God answered immediately.

“At that moment, the Lord started speaking to me,” Keene said. “He said, ‘My son, I know the plans I have for you. I know your future wife. I have all of this taken care of.’ He spoke that clearly. I remember knowing that God had my life in His hands if I allowed Him to. In that instant, I felt changed. I remember waking up the next morning and not even wanting to swear anymore.”

Rehabilitation begins

Keene arrived at his sentencing in February 2007, fully prepared to go to prison.

“I had no qualms about going,” he said. “I figured it would give me time to read the Bible and get to know the Lord more. Whatever happened, happened.”

Thankfully, God’s plan for Keene did not involve prison.

Portrait of Justin Keene“For some reason, they let me off to do treatment,” Keene said. “In jail, somebody came to talk about The Salvation Army. I didn’t even know they had a treatment center. I come from a family that could have afforded to send me to Hazelden. But I was fine with The Salvation Army. I was willing to do whatever God asked me to do.”

The rehabilitation center is a mostly free program funded by sales at Salvation Army stores, providing six to 12 months of food, shelter and residential treatment services for up to 130 men. The men receive counseling and spiritual support every night. By day, they perform volunteer “work therapy” for 36 to 40 hours per week. Most of this work involves the organization and distribution of clothes, furniture and other donations made to Salvation Army stores.

Keen spent six months at the rehabilitation center, graduating in August 2007.
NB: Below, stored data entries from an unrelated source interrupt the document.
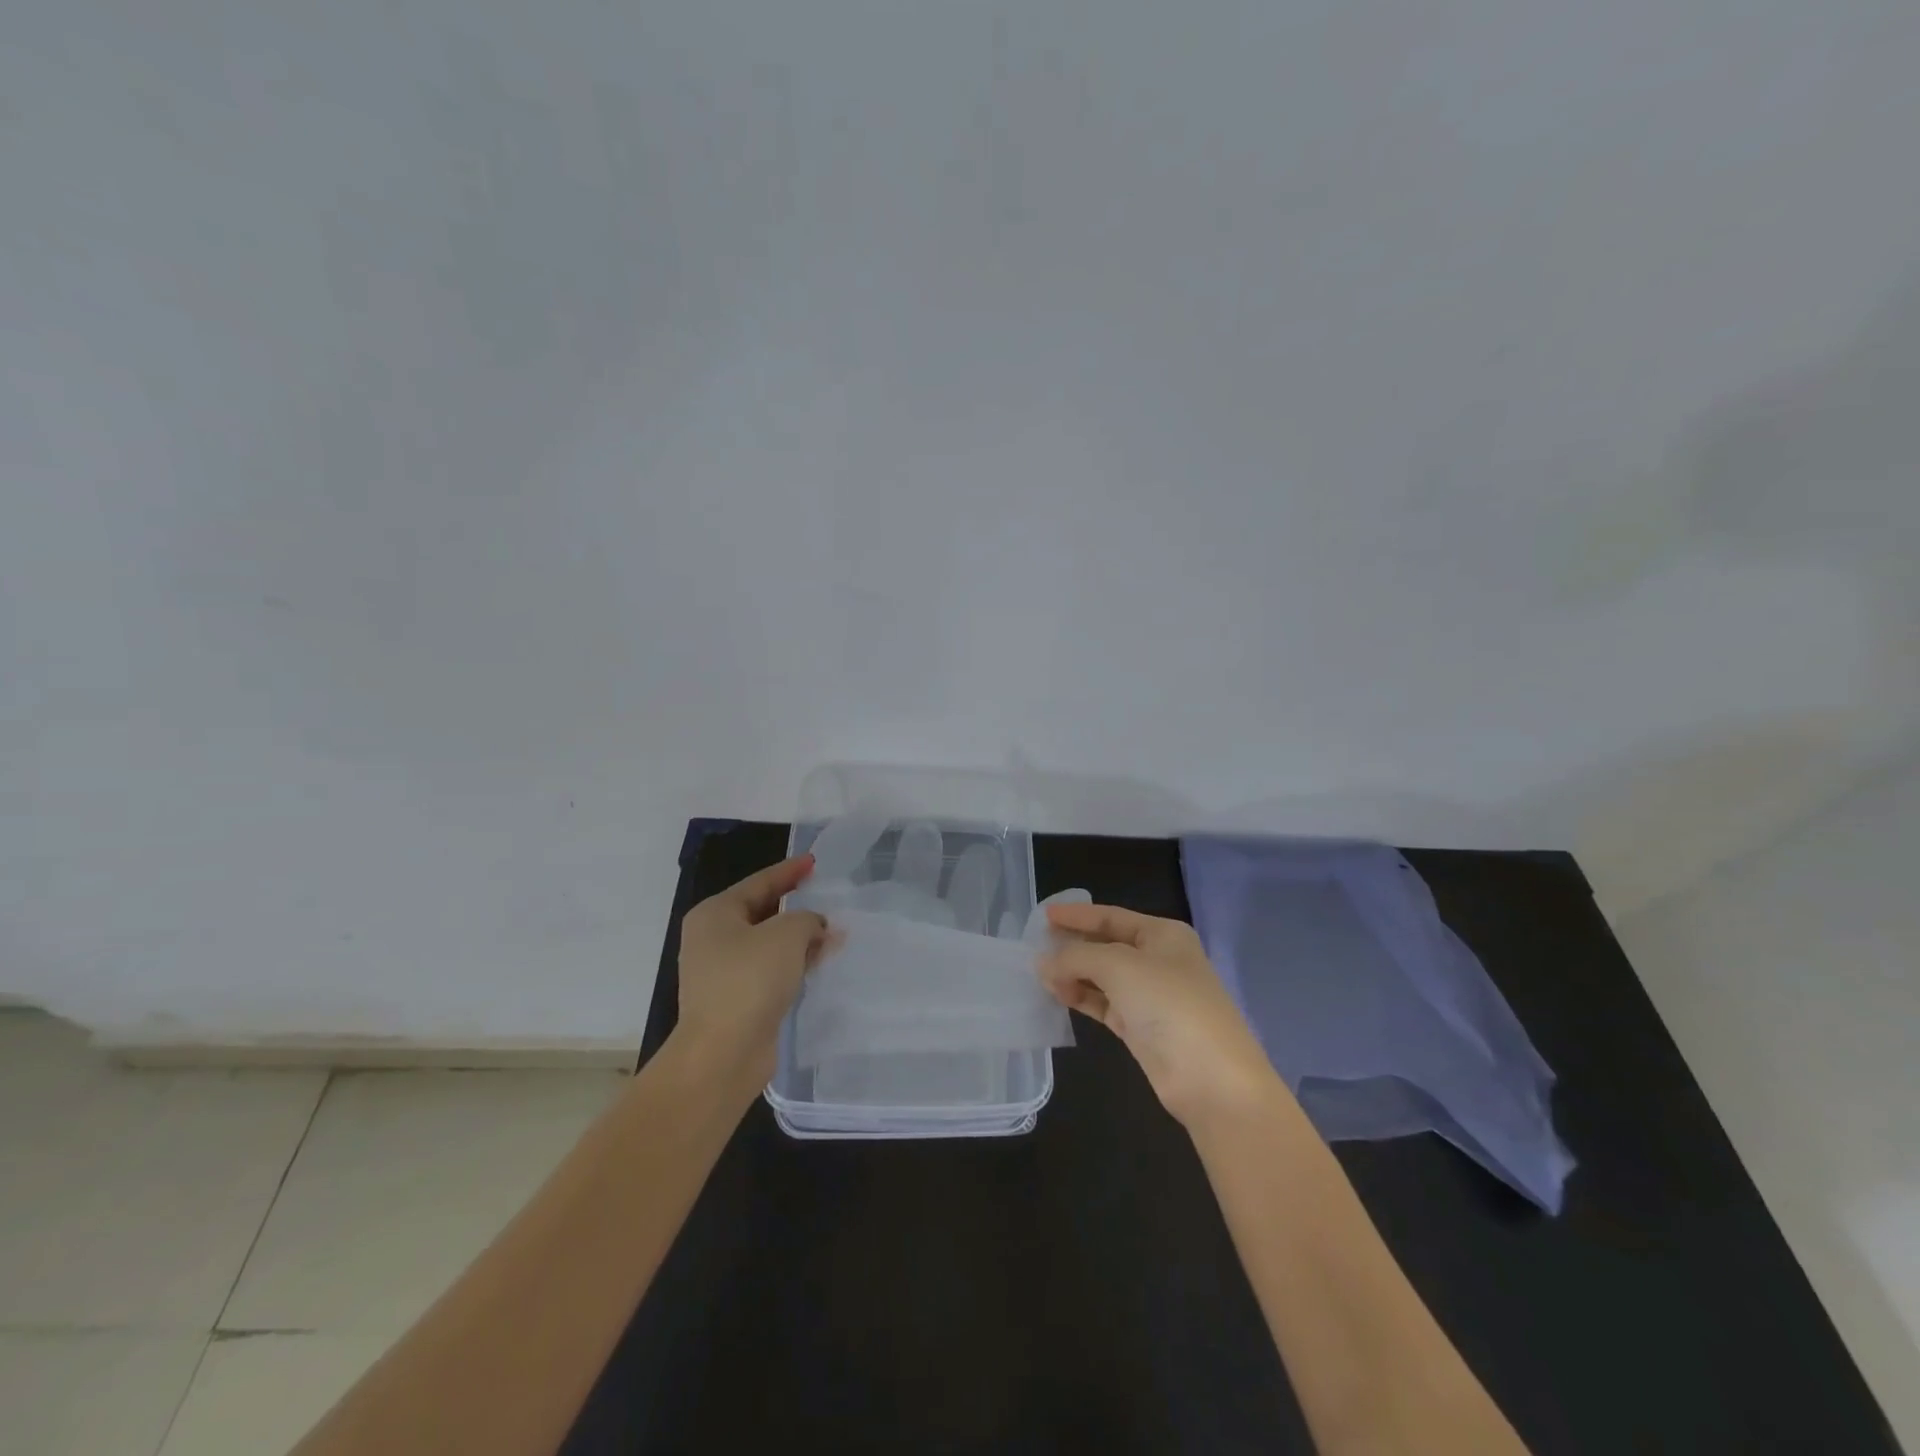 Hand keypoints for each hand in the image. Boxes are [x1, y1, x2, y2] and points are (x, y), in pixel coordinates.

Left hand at [673, 855, 830, 1094]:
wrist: (723, 1054)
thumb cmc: (749, 980)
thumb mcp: (786, 935)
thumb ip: (808, 920)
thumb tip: (819, 928)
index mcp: (715, 914)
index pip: (759, 882)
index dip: (789, 871)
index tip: (814, 863)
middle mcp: (713, 939)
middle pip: (762, 912)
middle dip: (797, 908)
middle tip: (829, 899)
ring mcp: (723, 973)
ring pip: (769, 945)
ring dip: (800, 939)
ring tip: (834, 933)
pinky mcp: (738, 1001)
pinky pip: (771, 972)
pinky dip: (794, 964)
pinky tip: (819, 964)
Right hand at [1039, 901, 1281, 1127]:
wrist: (1212, 1080)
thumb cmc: (1169, 1005)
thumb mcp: (1119, 967)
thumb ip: (1077, 957)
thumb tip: (1044, 962)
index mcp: (1163, 935)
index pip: (1112, 916)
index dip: (1077, 915)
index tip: (1043, 915)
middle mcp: (1158, 960)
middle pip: (1106, 945)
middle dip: (1073, 946)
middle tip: (1034, 946)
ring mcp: (1150, 996)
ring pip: (1102, 976)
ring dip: (1073, 973)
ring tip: (1039, 975)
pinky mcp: (1141, 1028)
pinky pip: (1104, 1003)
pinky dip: (1081, 997)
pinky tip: (1057, 995) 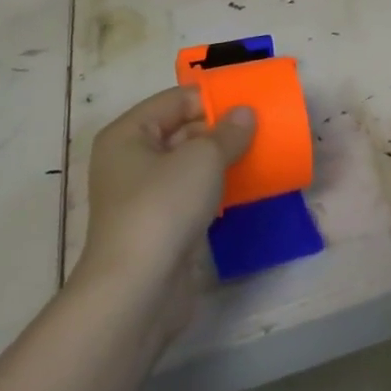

“It was the best six months of my life,” he said. “I call it my honeymoon period with God. He showed me all kinds of new things every day, supernatural things I don’t even want to say because people will think I’m crazy.”

“I was set free,” he added. “I’ve never had any struggles thinking about alcohol or drugs.”

Keene today

Just under a year after Keene graduated, he began working at the Salvation Army store that’s attached to the rehabilitation center.

Justin Keene at Salvation Army storeHe hasn’t stopped. After starting off stocking shelves and pricing items, today he is manager of the lower level, where only brand-new items are sold.

Indeed, God made good on His promise about Keene’s “future wife.” Five years ago, he married one of his sister’s closest friends, a financial professional with two daughters, ages 8 and 11.

“I’d known her my whole life,” Keene said. “She called to see how I was doing one day. We started hanging out, and I ended up witnessing to her. I helped bring her back to Christ. One of my mentors said, ‘That’s your future wife.’ He wound up reading scripture at our wedding.”

The family lives together in Blaine.

Keene has two children from his first marriage, and another from when he was a teenager. He does not know the whereabouts of the latter. He would like to have a relationship with all of the children. After all that’s happened in his life, though, he’s learned enough to know that everything happens in God’s timing.

“God’s not going to give us everything we want right when we want it,” Keene said. “You have to go down tough roads to build character.”

“God has blessed me so abundantly,” he continued. “He has done things in my life I never could have imagined. The greatest thing God did for me was give me this testimony to minister to other people. He’s on the throne of my life, working out His purposes.”